5 Strategies Athletes Can Use to Prevent Groin Strains

It's possible to reduce your risk of a groin strain, but you must take a proactive approach.

Have you ever been frustrated wondering why all of your favorite team's defensive backs are sidelined with groin strains? Or upset because you cannot seem to get out of cuts or breakdowns without feeling pain in your inner thigh?

You are not alone; this is happening all over the sport of football, and it's been plaguing defensive backfields for way too long. Defensive backs are more susceptible to groin injuries than any other athletes; however, other athletes are not immune.
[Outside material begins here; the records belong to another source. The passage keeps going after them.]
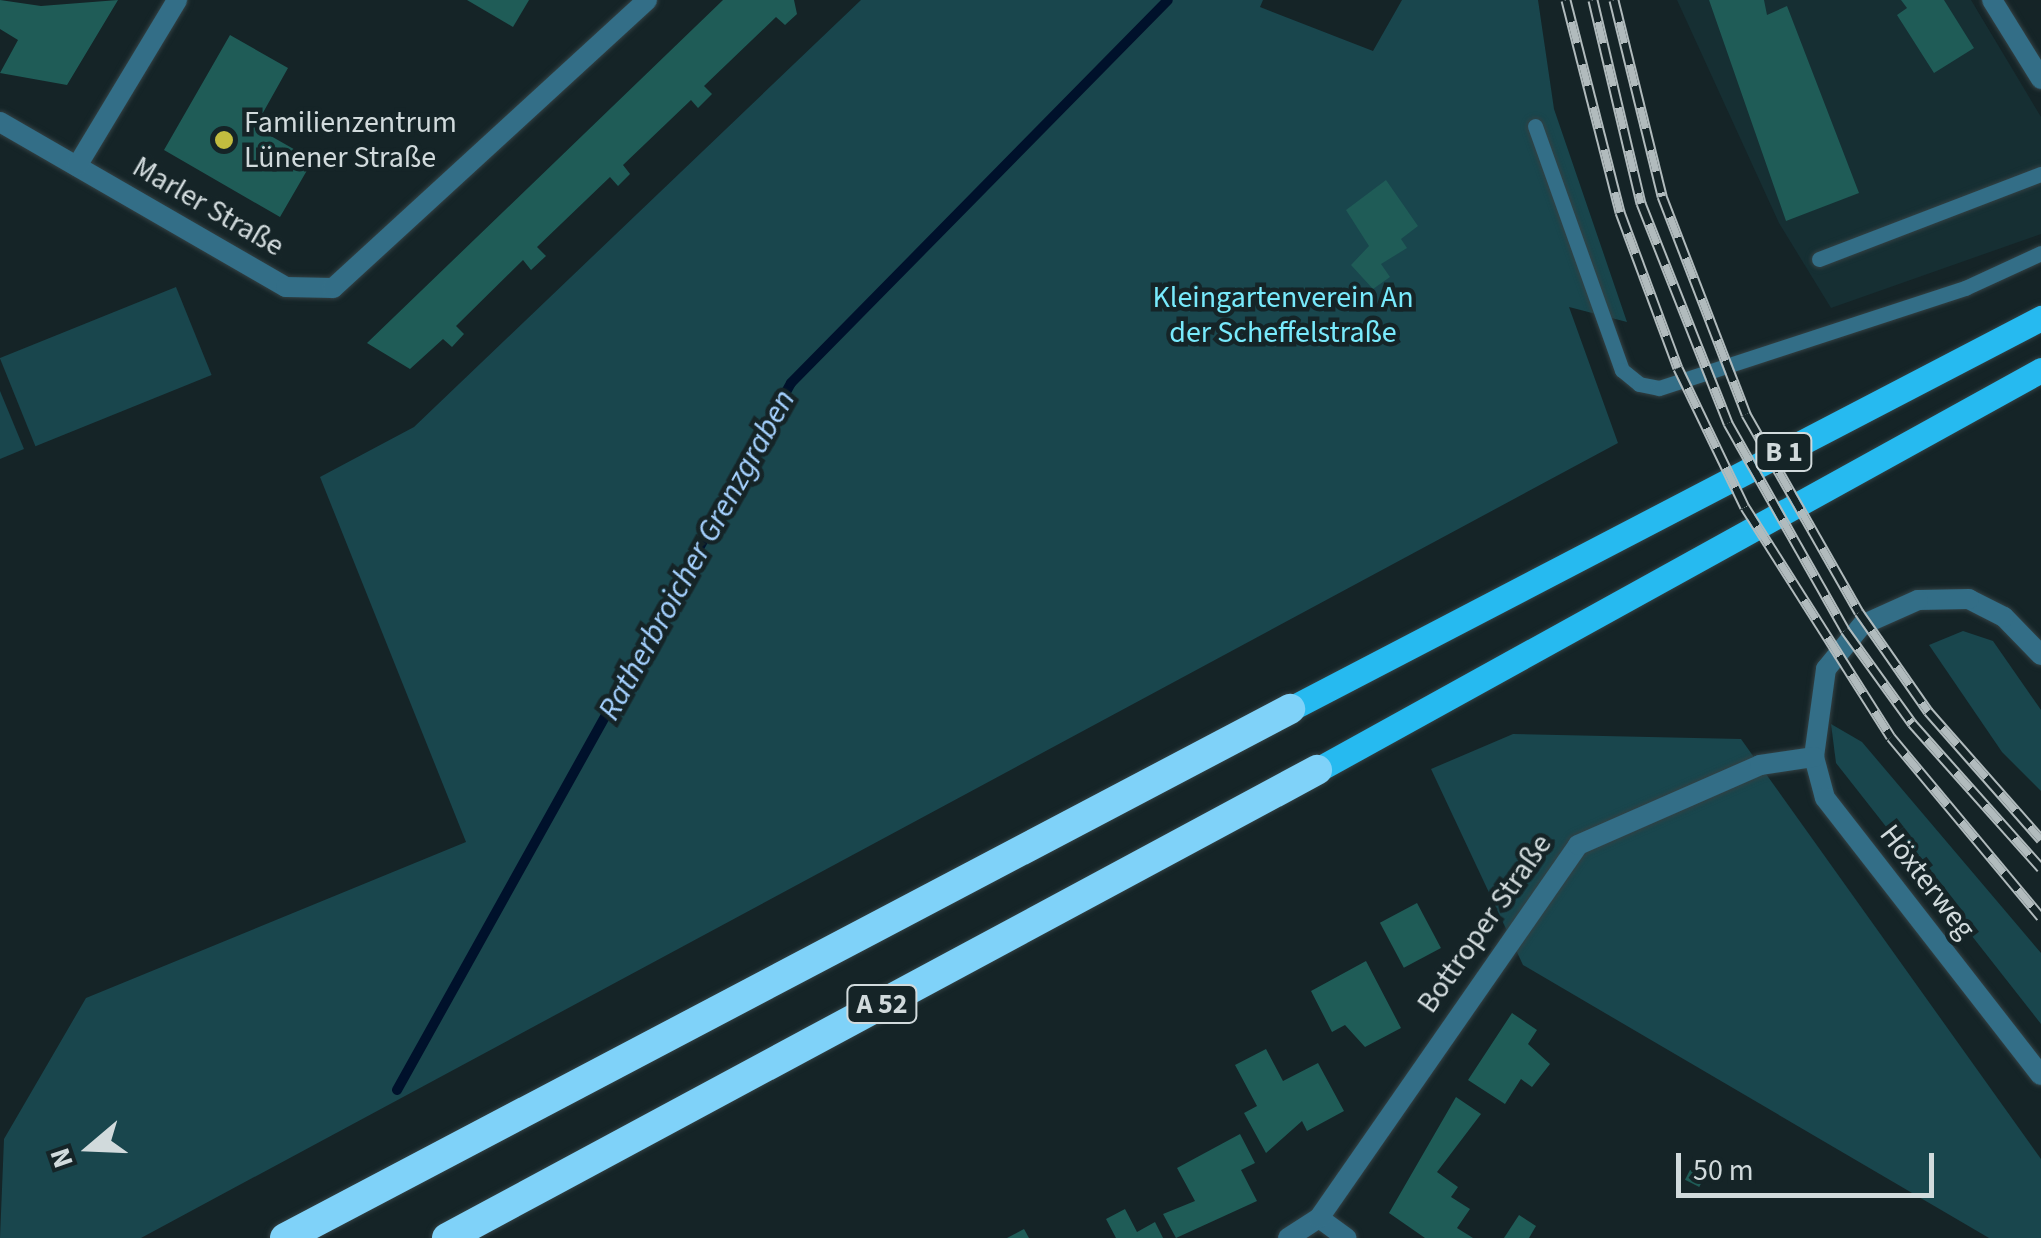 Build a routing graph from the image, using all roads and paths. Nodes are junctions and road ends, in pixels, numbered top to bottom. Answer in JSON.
{"nodes":[{"id":1,"x":177,"y":0,"type":"edge"},
{"id":2,"x":646,"y":0,"type":"edge"},
{"id":3,"x":2001,"y":3,"type":"edge"},
{"id":4,"x":2041,"y":79,"type":"edge"},
{"id":5,"x":0,"y":122,"type":"edge"},
{"id":6,"x":1536,"y":126,"type":"dead end"},
{"id":7,"x":77,"y":166,"type":"junction"},
{"id":8,"x":2041,"y":174,"type":"edge"},
{"id":9,"x":2041,"y":253,"type":"edge"},
{"id":10,"x":1819,"y":259,"type":"dead end"},
{"id":11,"x":2041,"y":318,"type":"edge"},
{"id":12,"x":2041,"y":370,"type":"edge"},
{"id":13,"x":2041,"y":655,"type":"edge"},
{"id":14,"x":1290,"y":709,"type":"joint"},
{"id":15,"x":1814,"y":757,"type":"junction"},
{"id":16,"x":1317,"y":770,"type":"joint"},
{"id":17,"x":2041,"y":1075,"type":"edge"},
{"id":18,"x":1318,"y":1218,"type":"junction"},
{"id":19,"x":286,"y":1238,"type":"edge"},
{"id":20,"x":448,"y":1238,"type":"edge"},
{"id":21,"x":1288,"y":1238,"type":"edge"},
{"id":22,"x":1347,"y":1238,"type":"edge"}],
"edges":[{"from":1,"to":7,"type":"street"},
{"from":2,"to":7,"type":"street","name":"Marler Straße"},
{"from":3,"to":4,"type":"street"},
{"from":5,"to":7,"type":"street","name":"Marler Straße"},
{"from":6,"to":9,"type":"lane"},
{"from":8,"to":10,"type":"lane"},
{"from":11,"to":14,"type":"main road","number":"B 1"},
{"from":12,"to":16,"type":"main road","number":"B 1"},
{"from":13,"to":15,"type":"street","name":"Höxterweg"},
{"from":14,"to":19,"type":"highway","number":"A 52"},
{"from":15,"to":17,"type":"street","name":"Höxterweg"},
{"from":15,"to":18,"type":"street","name":"Bottroper Straße"},
{"from":16,"to":20,"type":"highway","number":"A 52"},
{"from":18,"to":21,"type":"street","name":"Bottroper Straße"},
{"from":18,"to":22,"type":"street"}]}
That's why it's vital to take the proper steps to prevent a groin strain.

How Groin Strains Occur

Groin Injury

Football is unique in that each position on the field differs greatly from the others. The differences range from responsibilities on the field to typical repetitive movement patterns. If you're a defensive back, a cornerbacks in particular, a lot of stress is placed on your adductor longus when you suddenly and explosively move from a backpedal into another movement to break on a player or on the ball in the air.

As a cornerback transitions from a backpedal into a full sprint (as when covering a post, corner or any deep route), the stress of his body's explosive movement is placed almost fully on the adductor muscle of the leg opposite the direction he turns. Without proper training and warm-up, that stress could be too much for the adductor to handle, producing yet another sidelined defensive back.

Any sport characterized by frequent changes in direction and lateral movement can engender a groin injury. Groin strains are common in hockey, especially among goalies, and frequently affect soccer players because of their rapid changes of direction.

What can be done to prevent groin injuries?

Hip Mobility

Fortunately, it's possible to reduce your risk of a groin strain, but you must take a proactive approach. Add the following five tips to your routine to help prevent this common injury.

1. Static Warm-up

Do these exercises before workouts, practices and games:

  • Prayer Position Groin Stretch
  • Kneeling Groin Stretch

2. Dynamic Warm-up

Before workouts, practices, and games do these exercises:

  • Dynamic Leg Swings on Wall
  • Light (submaximal speed) Hip Turns to Run

3. Foam Rolling

Target the groin muscles with a foam roller to relieve muscle tightness, promote blood flow to the muscle, and prime the muscle for activity.

4. Adductor Strength Training

You may be avoiding the adductor machine at your local gym out of embarrassment, but if you want to stay on the field, get on that machine at least three times a week for 3-4 sets of high rep ranges (15-20).

5. Position-Specific Drills

The best way to prepare your muscles for activity is to never let them become unprepared. Many groin injuries occur during camp or early in the season, because players are not yet used to the reintroduction of explosive movements and their impact on small muscle groups. Keep performing your drills year round, and your body will never be unprepared.